After the Wall Street Crash, Meguro invested in Harley-Davidson and obtained drawings, tooling and important knowledge of metal heat treatments in order to make gearboxes. These were then used in their vehicles and those of another early Japanese company called Rikuo (literally "Road King"). The resulting transfer of American intellectual property taught the Japanese how to produce motorcycles in quantity. In 1935, Murato and Suzuki built a 500 cc single Z97 model based on a Swiss Motosacoche design but work was restricted due to the start of WW2, during which it supplied aircraft parts. Meguro started full production again in 1948, the Z97 being joined by 125 cc, 250 cc and 350 cc overhead valve singles.

In the 1950s Meguro entered racing and built its first twin-cylinder design, the  T1 "Senior" with a British design-inspired pre-unit parallel twin engine; and later the K-series "Stamina" model, a copy of the BSA A7, one of which Meguro had bought in 1953. Its quality and engineering was superior to the BSA and it was described by Edward Turner, one of Britain's most talented motorcycle designers, as "too good to be true". For the first time, the Japanese motorcycle industry was seen as a threat. Its other models designed in collaboration with Kawasaki were entirely of Japanese design.

Meguro raced the 500 cc overhead camshaft single cylinder model at the Asama Kazan speedway circuit in Tsumagoi, Gunma Prefecture. For many years, the company was only outsold by Honda.

In 1958 Meguro developed a range of 50 cc, 125 cc, 250 cc and 350 cc consumer products which failed in the market due to its being too expensive.
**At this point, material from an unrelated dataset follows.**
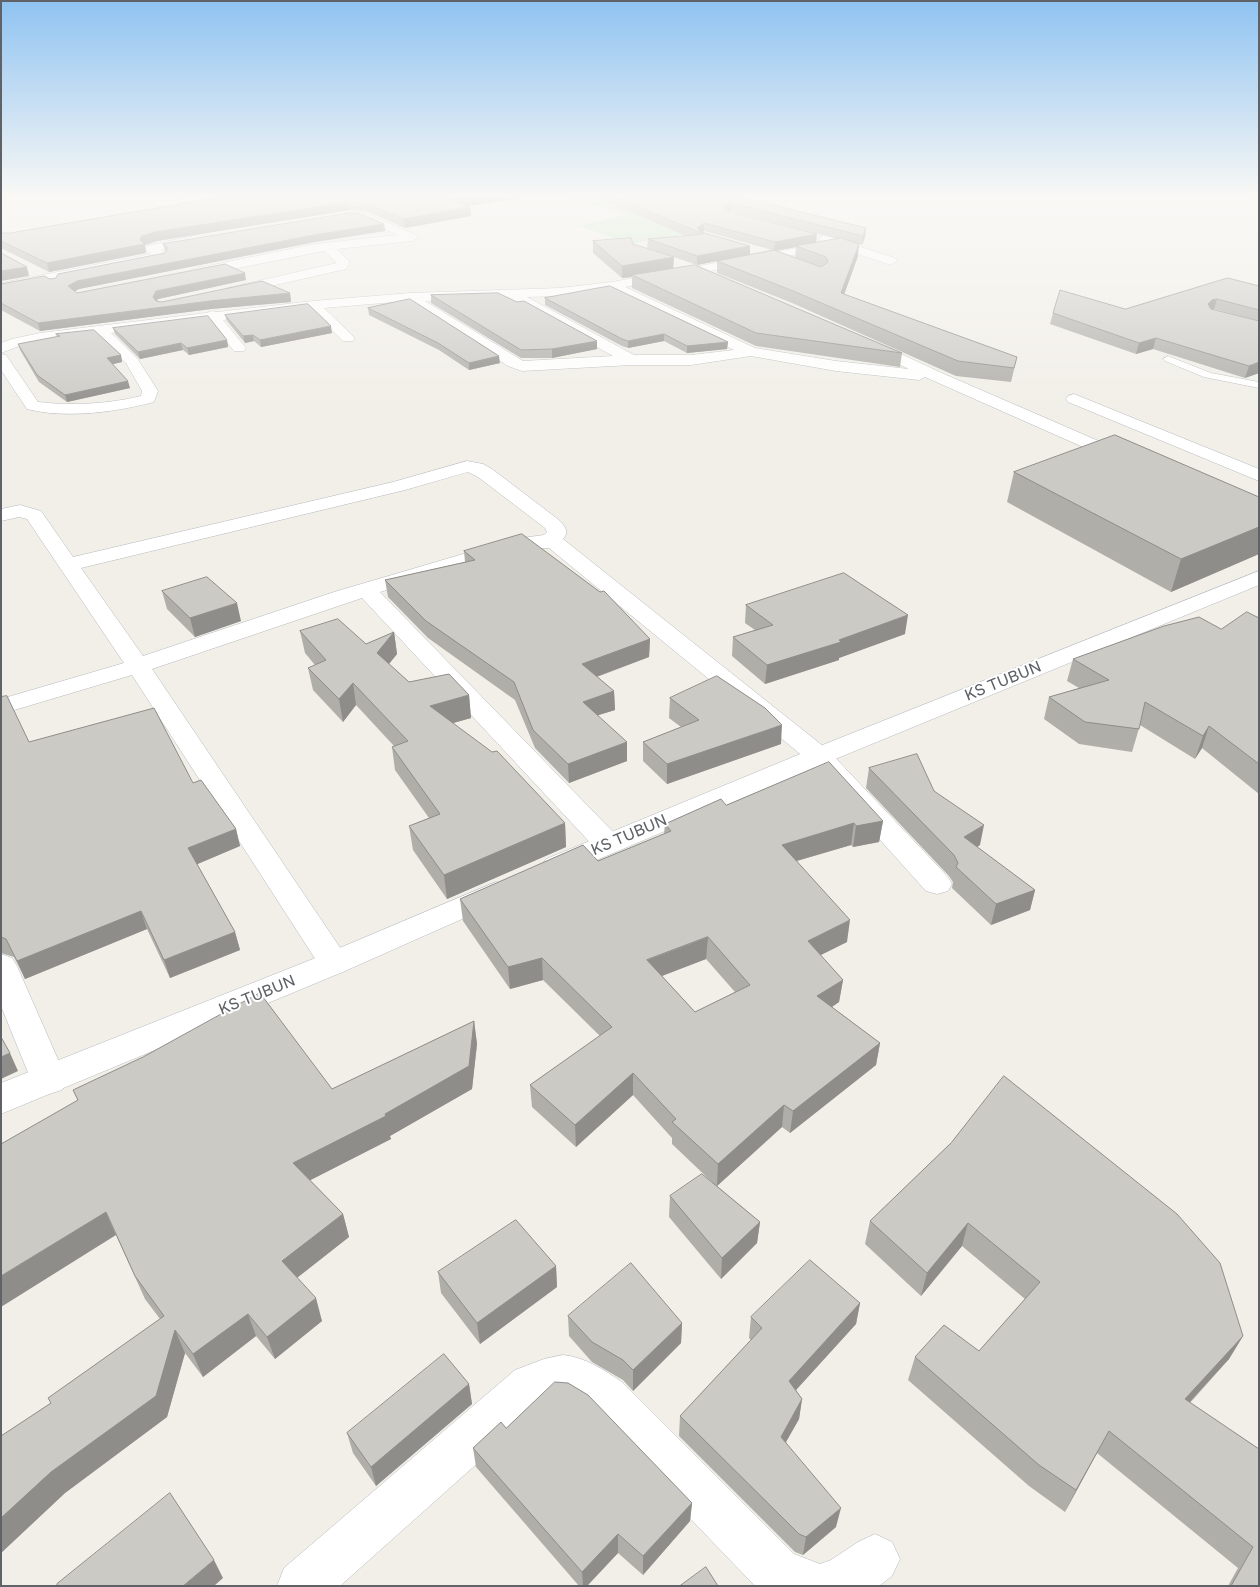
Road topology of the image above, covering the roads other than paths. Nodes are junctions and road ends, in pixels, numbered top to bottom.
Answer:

In 1960, by which time it was Japan's longest running motorcycle company out of the hundreds that had once flourished producing copies of European models, the company became affiliated with the Kawasaki Aircraft company. It first changed its name in 1962 to Kawasaki-Meguro, which produced the successful B8 125 cc; then in October 1964, seeing the commercial and marketing value of having a motorcycle producing division alongside its heavy industry services and particularly its already established sales outlets, Kawasaki took full control of the company having learnt all it needed to know. Together they started produced "Kawasaki-Meguro Works" 125 cc, 175 cc and 250 cc single cylinder vehicles. The 500 cc K-series twin cylinder model was later enlarged and developed into the 625 cc Kawasaki W series. The latter model were used as official vehicles for government purposes.

Models

 Parallel 2-cylinder 650 cc
Meguro T1 Senior 1955-1960. OHV parallel twin-cylinder 650 cc which is said to have had a strongest influence on the Kawasaki W-series.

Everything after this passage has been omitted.